__EXERCISE DIRECTIONS__: Output each entry verbatim and exclude every picture from it.

[Stored data]
===============
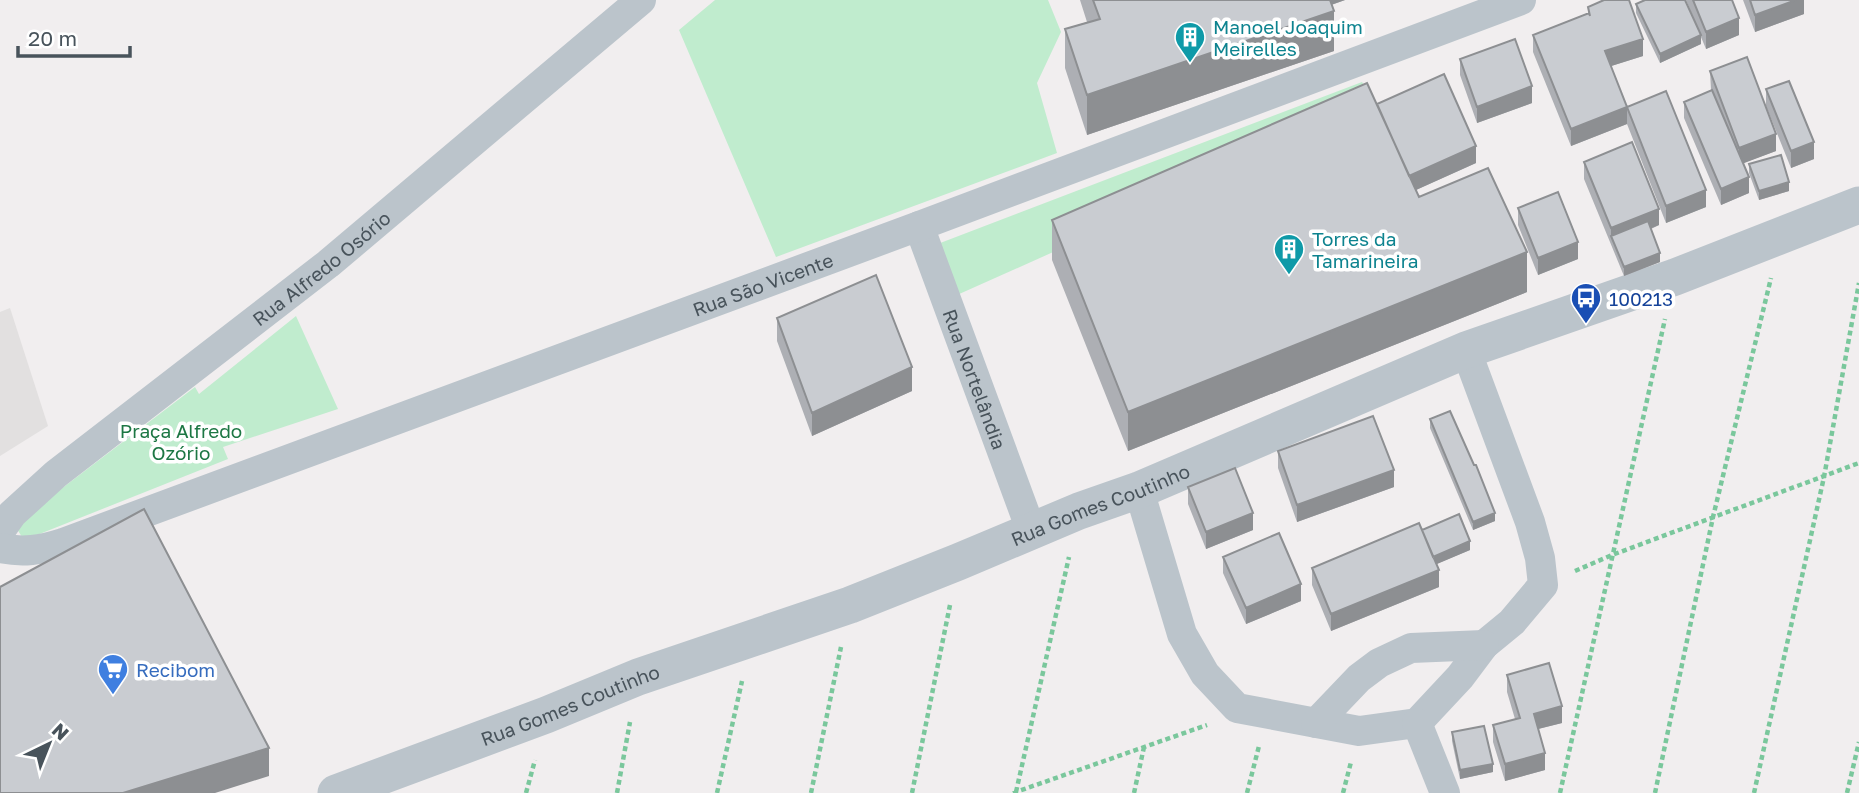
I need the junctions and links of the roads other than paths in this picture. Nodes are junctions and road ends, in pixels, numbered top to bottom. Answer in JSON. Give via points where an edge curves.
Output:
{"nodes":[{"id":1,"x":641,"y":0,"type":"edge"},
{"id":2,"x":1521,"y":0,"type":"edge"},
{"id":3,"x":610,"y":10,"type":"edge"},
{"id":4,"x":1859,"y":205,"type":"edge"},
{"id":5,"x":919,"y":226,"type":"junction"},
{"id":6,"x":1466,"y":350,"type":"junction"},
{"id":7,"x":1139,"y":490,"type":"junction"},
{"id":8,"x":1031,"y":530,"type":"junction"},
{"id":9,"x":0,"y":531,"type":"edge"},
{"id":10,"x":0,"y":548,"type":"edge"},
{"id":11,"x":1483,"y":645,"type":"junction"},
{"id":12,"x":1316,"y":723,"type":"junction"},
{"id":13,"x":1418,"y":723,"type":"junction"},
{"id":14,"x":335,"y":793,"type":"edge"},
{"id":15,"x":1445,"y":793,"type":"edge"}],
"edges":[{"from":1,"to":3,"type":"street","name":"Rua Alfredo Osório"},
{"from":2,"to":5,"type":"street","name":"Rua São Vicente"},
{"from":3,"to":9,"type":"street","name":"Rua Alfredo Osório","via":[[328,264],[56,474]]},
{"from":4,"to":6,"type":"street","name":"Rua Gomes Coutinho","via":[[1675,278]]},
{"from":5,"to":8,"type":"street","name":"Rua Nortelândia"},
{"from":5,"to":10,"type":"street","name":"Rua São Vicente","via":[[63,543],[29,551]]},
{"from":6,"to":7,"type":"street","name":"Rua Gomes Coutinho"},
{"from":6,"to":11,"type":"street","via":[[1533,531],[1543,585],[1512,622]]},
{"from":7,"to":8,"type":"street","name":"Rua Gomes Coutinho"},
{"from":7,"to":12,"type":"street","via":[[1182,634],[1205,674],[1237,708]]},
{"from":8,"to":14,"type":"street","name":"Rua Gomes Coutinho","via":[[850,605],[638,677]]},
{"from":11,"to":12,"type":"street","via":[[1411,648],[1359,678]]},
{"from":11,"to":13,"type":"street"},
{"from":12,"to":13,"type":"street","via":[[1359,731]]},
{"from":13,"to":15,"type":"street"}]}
===============
__SOLUTION FOR THIS TASK__:
I need the junctions and links of the roads other than paths in this picture. Nodes are junctions and road ends, in pixels, numbered top to bottom. Answer in JSON. Give via points where an edge curves.
Output:
{"nodes":[{"id":1,"x":641,"y":0,"type":"edge"},
{"id":2,"x":1521,"y":0,"type":"edge"},
{"id":3,"x":610,"y":10,"type":"edge"},
{"id":4,"x":1859,"y":205,"type":"edge"},
{"id":5,"x":919,"y":226,"type":"junction"},
{"id":6,"x":1466,"y":350,"type":"junction"},
{"id":7,"x":1139,"y":490,"type":"junction"},
{"id":8,"x":1031,"y":530,"type":"junction"},
{"id":9,"x":0,"y":531,"type":"edge"},
{"id":10,"x":0,"y":548,"type":"edge"},
{"id":11,"x":1483,"y":645,"type":"junction"},
{"id":12,"x":1316,"y":723,"type":"junction"},
{"id":13,"x":1418,"y":723,"type":"junction"},
{"id":14,"x":335,"y":793,"type":"edge"},
{"id":15,"x":1445,"y":793,"type":"edge"}],
"edges":[{"from":1,"to":3,"type":"street","name":"Rua Alfredo Osório"},
{"from":2,"to":5,"type":"street","name":"Rua São Vicente"},
{"from":3,"to":9,"type":"street","name":"Rua Alfredo Osório","via":[[328,264],[56,474]]},
{"from":4,"to":6,"type":"street","name":"Rua Gomes Coutinho","via":[[1675,278]]},
{"from":5,"to":8,"type":"street","name":"Rua Nortelândia"},
{"from":5,"to":10,"type":"street","name":"Rua São Vicente","via":[[63,543],[29,551]]},
{"from":6,"to":7,"type":"street","name":"Rua Gomes Coutinho"},
{"from":6,"to":11,"type":"street","via":[[1533,531],[1543,585],[1512,622]]},
{"from":7,"to":8,"type":"street","name":"Rua Gomes Coutinho"},
{"from":7,"to":12,"type":"street","via":[[1182,634],[1205,674],[1237,708]]},
{"from":8,"to":14,"type":"street","name":"Rua Gomes Coutinho","via":[[850,605],[638,677]]},
{"from":11,"to":12,"type":"street","via":[[1411,648],[1359,678]]},
{"from":11,"to":13,"type":"street"},
{"from":12,"to":13,"type":"street","via":[[1359,731]]},
{"from":13,"to":15,"type":"street"}]}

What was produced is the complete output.